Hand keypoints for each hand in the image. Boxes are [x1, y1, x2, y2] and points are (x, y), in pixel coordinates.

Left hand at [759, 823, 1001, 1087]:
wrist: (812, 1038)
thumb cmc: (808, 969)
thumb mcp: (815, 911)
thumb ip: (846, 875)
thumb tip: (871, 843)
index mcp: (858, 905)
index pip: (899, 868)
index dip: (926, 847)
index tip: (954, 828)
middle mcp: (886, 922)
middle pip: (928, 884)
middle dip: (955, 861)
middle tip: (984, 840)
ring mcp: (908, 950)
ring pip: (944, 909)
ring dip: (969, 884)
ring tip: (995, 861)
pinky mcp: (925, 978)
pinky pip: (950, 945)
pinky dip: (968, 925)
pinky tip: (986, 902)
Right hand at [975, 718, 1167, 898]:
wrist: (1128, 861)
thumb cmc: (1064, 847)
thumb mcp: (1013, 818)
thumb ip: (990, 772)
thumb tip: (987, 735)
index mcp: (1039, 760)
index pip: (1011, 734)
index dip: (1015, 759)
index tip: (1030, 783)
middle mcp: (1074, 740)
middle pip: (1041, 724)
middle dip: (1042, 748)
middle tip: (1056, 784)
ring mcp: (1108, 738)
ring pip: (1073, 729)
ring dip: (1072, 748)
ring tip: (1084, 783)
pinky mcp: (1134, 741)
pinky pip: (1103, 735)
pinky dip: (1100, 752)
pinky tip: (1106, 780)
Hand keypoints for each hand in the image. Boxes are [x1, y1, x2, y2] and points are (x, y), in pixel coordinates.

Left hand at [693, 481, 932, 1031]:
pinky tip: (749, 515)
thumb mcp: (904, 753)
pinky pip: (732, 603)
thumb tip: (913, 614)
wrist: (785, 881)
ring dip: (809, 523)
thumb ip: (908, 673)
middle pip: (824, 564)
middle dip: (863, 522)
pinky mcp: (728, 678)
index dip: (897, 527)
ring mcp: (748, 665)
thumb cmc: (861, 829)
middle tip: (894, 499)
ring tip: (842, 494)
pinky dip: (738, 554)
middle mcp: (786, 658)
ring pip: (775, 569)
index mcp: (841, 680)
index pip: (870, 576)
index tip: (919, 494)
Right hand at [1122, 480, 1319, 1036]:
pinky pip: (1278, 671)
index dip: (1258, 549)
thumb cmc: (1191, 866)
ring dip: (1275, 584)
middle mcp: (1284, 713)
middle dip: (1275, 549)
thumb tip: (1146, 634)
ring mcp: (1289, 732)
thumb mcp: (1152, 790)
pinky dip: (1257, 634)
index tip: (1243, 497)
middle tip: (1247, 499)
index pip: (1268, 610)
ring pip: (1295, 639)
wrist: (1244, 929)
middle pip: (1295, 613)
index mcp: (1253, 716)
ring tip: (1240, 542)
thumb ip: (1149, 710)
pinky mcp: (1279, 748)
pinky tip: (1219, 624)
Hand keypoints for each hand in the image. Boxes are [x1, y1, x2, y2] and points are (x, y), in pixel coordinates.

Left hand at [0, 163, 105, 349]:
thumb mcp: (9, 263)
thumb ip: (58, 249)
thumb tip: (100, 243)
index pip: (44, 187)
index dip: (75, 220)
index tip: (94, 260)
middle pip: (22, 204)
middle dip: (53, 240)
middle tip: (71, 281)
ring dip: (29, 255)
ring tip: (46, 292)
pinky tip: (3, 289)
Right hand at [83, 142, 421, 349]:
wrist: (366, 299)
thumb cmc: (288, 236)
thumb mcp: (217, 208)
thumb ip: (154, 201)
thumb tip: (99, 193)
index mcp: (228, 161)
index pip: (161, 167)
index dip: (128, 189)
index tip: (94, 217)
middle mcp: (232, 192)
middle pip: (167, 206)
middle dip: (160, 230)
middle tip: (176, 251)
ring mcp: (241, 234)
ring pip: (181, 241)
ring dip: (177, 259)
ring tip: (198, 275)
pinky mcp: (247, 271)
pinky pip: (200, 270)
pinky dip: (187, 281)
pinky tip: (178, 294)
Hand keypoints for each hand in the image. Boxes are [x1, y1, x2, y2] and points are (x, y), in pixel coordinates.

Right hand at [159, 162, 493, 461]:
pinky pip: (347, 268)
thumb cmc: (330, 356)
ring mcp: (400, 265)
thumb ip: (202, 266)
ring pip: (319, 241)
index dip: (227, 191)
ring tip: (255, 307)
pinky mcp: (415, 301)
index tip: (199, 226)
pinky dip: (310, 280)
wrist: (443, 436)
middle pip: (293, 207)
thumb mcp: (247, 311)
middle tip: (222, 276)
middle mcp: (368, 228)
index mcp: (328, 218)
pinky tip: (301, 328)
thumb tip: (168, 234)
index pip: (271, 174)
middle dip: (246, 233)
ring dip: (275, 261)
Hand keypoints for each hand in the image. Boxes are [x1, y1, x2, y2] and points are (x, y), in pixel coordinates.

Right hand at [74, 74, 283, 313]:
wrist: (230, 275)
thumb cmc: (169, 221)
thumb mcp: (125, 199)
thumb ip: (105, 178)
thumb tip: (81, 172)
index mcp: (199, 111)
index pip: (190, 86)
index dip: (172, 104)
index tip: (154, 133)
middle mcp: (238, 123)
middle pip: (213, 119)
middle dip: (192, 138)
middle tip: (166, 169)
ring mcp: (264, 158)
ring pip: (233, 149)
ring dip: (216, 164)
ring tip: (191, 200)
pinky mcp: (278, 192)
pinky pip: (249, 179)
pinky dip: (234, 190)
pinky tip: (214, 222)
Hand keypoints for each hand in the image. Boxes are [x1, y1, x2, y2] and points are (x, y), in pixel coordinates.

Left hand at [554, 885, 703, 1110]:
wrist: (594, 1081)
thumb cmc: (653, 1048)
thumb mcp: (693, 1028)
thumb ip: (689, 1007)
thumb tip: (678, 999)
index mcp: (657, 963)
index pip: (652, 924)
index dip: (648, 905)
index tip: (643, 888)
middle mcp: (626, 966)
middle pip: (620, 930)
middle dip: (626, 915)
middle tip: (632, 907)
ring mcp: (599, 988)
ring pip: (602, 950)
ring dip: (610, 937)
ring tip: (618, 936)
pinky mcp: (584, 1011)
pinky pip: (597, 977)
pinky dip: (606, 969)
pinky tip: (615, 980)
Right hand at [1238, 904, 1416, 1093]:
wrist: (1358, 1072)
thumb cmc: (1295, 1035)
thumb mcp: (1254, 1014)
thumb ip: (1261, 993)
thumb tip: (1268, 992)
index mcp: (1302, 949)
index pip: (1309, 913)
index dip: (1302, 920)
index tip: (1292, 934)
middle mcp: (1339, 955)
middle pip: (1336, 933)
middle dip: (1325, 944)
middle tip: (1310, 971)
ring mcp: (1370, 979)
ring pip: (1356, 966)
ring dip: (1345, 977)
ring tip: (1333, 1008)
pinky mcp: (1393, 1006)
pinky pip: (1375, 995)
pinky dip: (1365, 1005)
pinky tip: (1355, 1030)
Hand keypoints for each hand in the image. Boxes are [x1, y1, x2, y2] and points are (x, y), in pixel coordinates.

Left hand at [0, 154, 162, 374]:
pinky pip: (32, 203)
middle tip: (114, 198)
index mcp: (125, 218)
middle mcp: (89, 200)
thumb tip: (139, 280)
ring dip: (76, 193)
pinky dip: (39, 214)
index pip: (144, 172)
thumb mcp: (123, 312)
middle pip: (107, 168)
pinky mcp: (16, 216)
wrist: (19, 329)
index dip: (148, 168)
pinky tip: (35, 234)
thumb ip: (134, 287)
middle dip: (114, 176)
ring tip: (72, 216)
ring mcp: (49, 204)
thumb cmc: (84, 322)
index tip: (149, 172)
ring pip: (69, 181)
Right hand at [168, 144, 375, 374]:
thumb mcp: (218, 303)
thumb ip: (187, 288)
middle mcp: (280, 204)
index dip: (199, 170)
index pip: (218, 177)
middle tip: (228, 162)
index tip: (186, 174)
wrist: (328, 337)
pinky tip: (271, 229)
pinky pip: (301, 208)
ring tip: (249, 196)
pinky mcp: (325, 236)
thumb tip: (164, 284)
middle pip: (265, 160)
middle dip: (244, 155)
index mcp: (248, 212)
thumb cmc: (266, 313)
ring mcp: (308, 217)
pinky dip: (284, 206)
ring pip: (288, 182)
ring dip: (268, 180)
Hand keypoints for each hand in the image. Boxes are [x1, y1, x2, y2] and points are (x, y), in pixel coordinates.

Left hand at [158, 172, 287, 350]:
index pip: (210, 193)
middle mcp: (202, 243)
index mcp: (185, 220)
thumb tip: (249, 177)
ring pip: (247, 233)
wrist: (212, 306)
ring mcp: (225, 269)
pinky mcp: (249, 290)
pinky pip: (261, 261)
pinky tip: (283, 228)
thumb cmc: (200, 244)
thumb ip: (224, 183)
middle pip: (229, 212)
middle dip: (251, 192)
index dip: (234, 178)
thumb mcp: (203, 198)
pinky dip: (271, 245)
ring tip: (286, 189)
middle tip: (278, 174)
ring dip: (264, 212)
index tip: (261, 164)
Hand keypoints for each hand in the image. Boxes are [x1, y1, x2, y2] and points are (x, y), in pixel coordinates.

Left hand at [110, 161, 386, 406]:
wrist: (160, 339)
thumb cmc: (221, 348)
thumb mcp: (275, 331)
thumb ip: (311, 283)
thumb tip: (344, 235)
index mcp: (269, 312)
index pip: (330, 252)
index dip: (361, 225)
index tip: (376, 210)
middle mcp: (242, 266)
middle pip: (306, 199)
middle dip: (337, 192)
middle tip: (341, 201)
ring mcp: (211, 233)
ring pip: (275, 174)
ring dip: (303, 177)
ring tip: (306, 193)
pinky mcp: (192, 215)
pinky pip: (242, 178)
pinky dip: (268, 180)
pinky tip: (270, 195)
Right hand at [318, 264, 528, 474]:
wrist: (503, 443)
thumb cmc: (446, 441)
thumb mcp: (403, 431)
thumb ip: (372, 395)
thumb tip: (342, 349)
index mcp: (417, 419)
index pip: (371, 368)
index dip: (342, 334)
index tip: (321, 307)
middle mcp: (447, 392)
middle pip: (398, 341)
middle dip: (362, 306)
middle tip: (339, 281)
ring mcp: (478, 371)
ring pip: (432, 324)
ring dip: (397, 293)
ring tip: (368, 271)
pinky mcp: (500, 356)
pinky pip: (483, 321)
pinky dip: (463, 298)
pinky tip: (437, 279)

▶ DESCRIPTION OF THE TASK
Copy out only the lines from the one containing "ring mcp: (211, 233)" down to the last line of the material, keeping both ends.

▶ EXPECTED OUTPUT
ring mcp: (211, 233)
ring pip: (275, 174)
ring dip: (303, 177)
ring tip: (306, 193)
pinky mcp: (192, 215)
pinky pip: (242, 178)
pinky dip: (268, 180)
pinky tip: (270, 195)
Right hand at [318, 264, 528, 474]:
wrist: (503, 443)
thumb cmc: (446, 441)
thumb mcp: (403, 431)
thumb ip: (372, 395)
thumb tip: (342, 349)
index mcp: (417, 419)
index pip: (371, 368)
index dip: (342, 334)
index tip: (321, 307)
middle mcp: (447, 392)
middle pip: (398, 341)
middle dip: (362, 306)
middle tip: (339, 281)
ring mcp: (478, 371)
ring pip: (432, 324)
ring dip: (397, 293)
ring tip: (368, 271)
pinky mcp: (500, 356)
pinky pip: (483, 321)
pinky dip: (463, 298)
pinky tip: (437, 279)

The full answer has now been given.